§ WHAT NEEDS TO BE DONE
Reproduce the entries. Match every word.

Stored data
>>>
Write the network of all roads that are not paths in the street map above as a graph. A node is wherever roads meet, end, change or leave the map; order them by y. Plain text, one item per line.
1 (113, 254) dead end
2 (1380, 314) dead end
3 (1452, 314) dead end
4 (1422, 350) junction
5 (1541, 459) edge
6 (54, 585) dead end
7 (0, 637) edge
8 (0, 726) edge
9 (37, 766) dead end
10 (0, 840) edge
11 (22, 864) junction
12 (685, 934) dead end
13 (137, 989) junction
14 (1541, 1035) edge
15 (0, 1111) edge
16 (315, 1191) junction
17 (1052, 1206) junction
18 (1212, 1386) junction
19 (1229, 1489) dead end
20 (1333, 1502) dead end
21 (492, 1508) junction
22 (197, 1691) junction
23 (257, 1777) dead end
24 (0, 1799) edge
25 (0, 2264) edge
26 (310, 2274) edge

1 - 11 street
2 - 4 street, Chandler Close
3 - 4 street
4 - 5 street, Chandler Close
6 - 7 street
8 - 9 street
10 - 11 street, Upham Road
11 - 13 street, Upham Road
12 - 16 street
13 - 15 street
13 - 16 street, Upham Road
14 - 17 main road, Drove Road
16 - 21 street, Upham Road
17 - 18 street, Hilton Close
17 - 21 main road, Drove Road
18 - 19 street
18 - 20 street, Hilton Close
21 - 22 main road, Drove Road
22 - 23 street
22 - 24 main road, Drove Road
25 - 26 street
<<<
§ RESULT OF THIS EXERCISE
Write the network of all roads that are not paths in the street map above as a graph. A node is wherever roads meet, end, change or leave the map; order them by y. Plain text, one item per line.
1 (113, 254) dead end
2 (1380, 314) dead end
3 (1452, 314) dead end
4 (1422, 350) junction
5 (1541, 459) edge
6 (54, 585) dead end
7 (0, 637) edge
8 (0, 726) edge
9 (37, 766) dead end
10 (0, 840) edge
11 (22, 864) junction
12 (685, 934) dead end
13 (137, 989) junction
14 (1541, 1035) edge
15 (0, 1111) edge
16 (315, 1191) junction
17 (1052, 1206) junction
18 (1212, 1386) junction
19 (1229, 1489) dead end
20 (1333, 1502) dead end
21 (492, 1508) junction
22 (197, 1691) junction
23 (257, 1777) dead end
24 (0, 1799) edge
25 (0, 2264) edge
26 (310, 2274) edge

1 - 11 street
2 - 4 street, Chandler Close
3 - 4 street
4 - 5 street, Chandler Close
6 - 7 street
8 - 9 street
10 - 11 street, Upham Road
11 - 13 street, Upham Road
12 - 16 street
13 - 15 street
13 - 16 street, Upham Road
14 - 17 main road, Drove Road
16 - 21 street, Upham Road
17 - 18 street, Hilton Close
17 - 21 main road, Drove Road
18 - 19 street
18 - 20 street, Hilton Close
21 - 22 main road, Drove Road
22 - 23 street
22 - 24 main road, Drove Road
25 - 26 street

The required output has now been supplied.